## Working data
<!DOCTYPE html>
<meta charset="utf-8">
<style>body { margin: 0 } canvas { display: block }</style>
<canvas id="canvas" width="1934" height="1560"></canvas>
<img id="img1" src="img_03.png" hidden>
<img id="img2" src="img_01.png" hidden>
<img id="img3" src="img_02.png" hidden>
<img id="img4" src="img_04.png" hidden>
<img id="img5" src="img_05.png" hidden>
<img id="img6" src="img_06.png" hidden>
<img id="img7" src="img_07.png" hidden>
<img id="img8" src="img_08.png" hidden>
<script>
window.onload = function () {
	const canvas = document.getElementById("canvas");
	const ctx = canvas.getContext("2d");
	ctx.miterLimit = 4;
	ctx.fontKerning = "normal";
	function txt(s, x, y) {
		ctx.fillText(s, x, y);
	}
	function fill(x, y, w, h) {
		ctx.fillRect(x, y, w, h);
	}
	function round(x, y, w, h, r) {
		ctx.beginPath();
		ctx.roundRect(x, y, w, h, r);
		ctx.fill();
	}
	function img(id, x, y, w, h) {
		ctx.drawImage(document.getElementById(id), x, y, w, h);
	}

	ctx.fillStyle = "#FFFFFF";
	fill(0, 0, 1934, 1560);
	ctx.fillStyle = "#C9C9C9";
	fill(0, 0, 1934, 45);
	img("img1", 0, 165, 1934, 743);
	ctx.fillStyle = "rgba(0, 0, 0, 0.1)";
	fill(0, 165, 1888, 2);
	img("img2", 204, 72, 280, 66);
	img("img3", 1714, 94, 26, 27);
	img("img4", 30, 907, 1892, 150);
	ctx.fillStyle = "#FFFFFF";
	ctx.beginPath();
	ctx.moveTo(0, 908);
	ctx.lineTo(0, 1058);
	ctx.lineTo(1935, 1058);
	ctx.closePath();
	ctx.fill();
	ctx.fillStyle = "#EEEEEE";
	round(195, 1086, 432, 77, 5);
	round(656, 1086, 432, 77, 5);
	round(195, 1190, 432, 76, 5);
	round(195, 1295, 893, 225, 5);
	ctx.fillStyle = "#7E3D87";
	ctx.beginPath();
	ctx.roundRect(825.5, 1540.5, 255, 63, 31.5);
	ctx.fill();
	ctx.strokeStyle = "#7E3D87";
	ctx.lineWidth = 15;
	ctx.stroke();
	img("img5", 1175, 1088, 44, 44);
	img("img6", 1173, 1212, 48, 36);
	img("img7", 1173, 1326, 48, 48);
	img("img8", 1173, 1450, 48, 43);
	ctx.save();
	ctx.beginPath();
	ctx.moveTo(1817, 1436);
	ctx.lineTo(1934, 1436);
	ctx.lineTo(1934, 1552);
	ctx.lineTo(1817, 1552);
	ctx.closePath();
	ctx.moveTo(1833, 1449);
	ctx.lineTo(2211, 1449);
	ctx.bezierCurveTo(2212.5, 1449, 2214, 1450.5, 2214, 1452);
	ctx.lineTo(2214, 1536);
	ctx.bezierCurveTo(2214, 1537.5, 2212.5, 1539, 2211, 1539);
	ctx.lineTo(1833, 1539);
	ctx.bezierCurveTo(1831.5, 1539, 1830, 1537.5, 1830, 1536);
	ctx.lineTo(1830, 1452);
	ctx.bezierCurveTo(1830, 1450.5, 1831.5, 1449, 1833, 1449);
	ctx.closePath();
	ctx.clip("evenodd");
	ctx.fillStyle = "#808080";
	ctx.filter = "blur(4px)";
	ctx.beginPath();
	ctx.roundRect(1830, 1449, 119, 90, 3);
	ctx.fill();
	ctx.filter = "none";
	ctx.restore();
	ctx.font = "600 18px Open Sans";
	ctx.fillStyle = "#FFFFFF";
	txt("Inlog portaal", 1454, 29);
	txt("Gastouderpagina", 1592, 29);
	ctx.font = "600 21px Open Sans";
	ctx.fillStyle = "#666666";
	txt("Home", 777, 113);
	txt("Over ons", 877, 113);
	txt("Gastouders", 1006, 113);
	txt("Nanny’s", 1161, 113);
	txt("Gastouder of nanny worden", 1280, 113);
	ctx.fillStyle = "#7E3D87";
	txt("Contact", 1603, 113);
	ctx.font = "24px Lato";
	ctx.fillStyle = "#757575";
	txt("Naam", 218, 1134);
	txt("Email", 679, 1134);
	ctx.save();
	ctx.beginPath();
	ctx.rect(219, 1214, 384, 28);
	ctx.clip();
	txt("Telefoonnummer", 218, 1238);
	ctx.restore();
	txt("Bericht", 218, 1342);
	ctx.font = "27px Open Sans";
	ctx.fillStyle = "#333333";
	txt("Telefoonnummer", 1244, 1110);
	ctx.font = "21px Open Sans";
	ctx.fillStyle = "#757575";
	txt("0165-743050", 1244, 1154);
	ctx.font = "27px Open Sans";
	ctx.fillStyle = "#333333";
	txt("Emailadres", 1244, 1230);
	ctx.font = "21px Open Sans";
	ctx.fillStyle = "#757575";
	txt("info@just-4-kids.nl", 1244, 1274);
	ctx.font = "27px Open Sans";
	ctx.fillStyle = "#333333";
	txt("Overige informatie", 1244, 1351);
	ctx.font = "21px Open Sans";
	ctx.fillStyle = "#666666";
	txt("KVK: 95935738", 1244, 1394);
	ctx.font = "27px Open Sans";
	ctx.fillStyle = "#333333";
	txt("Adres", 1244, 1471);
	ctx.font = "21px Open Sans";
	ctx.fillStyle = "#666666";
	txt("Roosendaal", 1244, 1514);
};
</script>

--

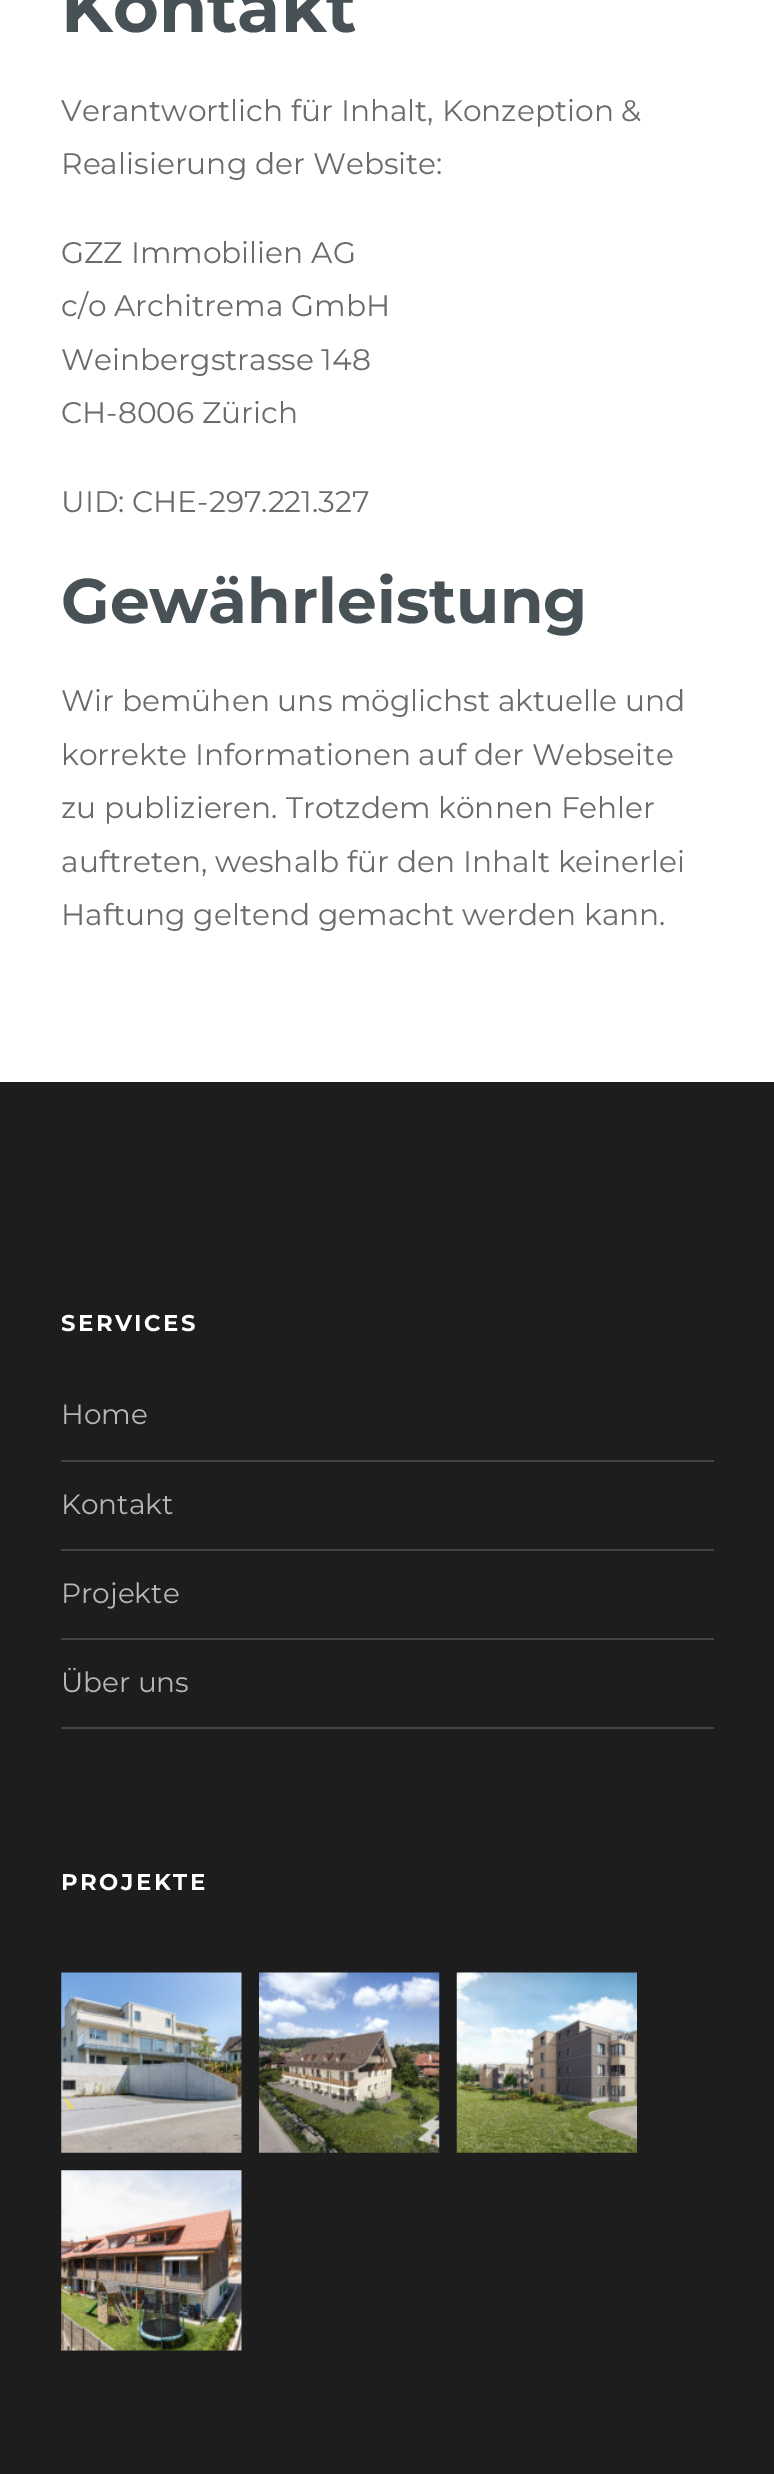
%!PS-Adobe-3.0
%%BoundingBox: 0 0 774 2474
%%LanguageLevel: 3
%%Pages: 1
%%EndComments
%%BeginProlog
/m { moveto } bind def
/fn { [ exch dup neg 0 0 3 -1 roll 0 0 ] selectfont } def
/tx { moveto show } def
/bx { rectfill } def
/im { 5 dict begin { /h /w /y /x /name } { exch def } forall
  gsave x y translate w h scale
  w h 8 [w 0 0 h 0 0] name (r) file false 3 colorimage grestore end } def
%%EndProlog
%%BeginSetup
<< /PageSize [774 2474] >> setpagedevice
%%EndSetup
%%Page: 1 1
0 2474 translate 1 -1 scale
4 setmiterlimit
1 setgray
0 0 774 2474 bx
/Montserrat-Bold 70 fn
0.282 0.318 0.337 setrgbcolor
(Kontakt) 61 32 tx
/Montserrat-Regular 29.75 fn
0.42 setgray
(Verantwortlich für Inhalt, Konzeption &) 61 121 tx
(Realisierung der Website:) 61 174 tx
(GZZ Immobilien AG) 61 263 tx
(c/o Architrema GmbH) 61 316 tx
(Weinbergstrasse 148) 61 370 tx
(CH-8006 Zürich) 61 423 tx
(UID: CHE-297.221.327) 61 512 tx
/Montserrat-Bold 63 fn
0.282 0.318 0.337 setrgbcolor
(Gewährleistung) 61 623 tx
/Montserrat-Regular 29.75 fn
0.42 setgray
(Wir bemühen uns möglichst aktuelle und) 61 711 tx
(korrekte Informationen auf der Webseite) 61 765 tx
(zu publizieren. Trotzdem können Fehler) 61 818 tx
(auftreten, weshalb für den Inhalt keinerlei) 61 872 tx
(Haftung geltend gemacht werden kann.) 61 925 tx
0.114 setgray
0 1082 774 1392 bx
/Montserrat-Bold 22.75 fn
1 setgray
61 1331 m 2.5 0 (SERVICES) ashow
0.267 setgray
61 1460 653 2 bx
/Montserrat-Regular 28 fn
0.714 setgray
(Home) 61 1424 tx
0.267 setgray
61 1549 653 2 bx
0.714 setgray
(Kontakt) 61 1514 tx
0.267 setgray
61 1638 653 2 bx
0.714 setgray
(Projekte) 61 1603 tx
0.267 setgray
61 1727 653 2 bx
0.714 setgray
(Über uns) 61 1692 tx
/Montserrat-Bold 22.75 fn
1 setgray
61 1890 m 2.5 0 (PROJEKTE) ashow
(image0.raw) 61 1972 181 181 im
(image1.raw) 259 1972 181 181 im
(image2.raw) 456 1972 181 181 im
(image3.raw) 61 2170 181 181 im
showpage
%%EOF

## Task details
Return exactly, and only, the lines above starting at the line that contains "gsave x y translate w h scale" and ending at the line that contains "0 2474 translate 1 -1 scale".

## Answer section
  gsave x y translate w h scale
  w h 8 [w 0 0 h 0 0] name (r) file false 3 colorimage grestore end } def
%%EndProlog
%%BeginSetup
<< /PageSize [774 2474] >> setpagedevice
%%EndSetup
%%Page: 1 1
0 2474 translate 1 -1 scale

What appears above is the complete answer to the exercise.